## STORED DATA
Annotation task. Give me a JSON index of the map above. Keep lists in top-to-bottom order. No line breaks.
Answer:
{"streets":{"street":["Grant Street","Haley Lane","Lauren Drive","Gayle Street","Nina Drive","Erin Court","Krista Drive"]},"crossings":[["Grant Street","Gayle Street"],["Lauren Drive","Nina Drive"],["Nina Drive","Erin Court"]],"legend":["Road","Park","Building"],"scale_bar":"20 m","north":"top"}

==

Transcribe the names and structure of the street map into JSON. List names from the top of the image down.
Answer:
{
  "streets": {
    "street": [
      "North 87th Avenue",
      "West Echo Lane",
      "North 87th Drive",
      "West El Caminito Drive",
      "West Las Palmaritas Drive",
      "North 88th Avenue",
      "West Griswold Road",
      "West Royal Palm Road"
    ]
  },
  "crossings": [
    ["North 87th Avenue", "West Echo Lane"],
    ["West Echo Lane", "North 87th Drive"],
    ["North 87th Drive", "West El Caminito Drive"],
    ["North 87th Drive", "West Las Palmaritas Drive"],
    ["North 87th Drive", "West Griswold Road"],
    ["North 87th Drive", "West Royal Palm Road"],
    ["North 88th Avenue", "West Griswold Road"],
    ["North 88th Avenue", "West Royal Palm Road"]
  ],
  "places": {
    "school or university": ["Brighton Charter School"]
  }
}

--

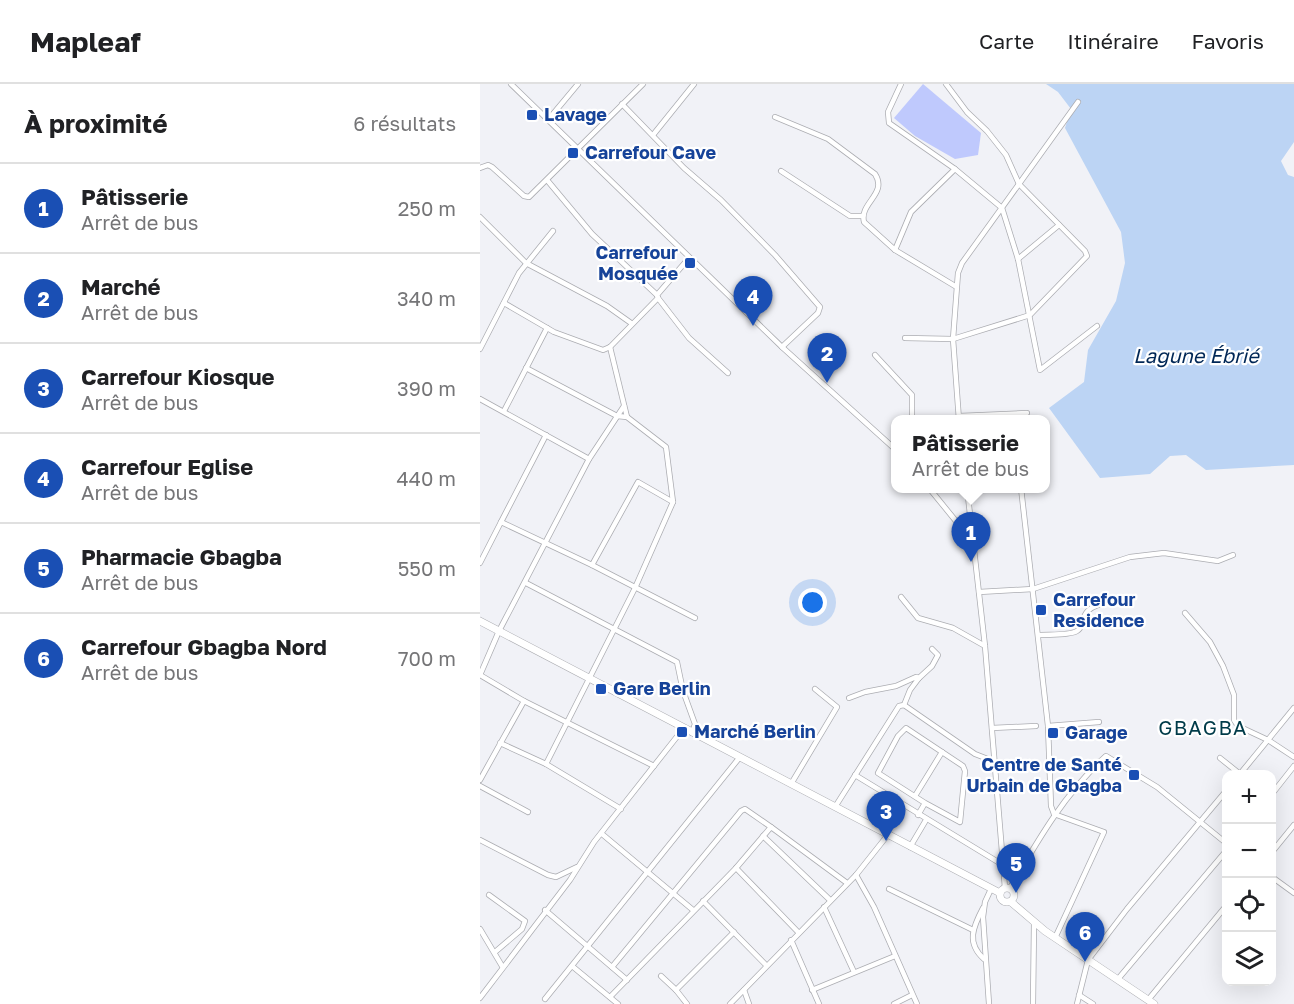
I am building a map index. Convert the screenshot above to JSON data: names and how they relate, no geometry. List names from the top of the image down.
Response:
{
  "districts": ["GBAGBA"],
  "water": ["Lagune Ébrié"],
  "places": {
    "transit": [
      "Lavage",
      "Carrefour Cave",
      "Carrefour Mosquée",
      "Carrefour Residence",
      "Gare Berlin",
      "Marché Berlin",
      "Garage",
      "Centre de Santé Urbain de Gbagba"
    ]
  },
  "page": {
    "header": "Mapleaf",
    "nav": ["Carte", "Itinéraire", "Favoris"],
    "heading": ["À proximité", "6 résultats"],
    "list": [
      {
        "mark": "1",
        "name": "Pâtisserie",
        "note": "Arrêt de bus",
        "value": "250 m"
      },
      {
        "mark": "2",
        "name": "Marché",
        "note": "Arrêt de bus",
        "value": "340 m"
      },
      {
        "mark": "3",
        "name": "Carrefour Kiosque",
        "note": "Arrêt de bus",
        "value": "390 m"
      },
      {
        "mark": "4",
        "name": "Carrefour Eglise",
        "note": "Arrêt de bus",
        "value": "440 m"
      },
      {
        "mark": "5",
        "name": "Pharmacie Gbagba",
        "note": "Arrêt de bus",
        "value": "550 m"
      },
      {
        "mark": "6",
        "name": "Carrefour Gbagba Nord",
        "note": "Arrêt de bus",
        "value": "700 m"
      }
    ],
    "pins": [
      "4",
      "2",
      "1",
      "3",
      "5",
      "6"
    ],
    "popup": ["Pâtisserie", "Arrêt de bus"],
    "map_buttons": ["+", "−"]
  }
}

## TASK OBJECTIVE
In these entries, please give the number of lines holding the string "down" and nothing more.

## SOLVED EXERCISE
2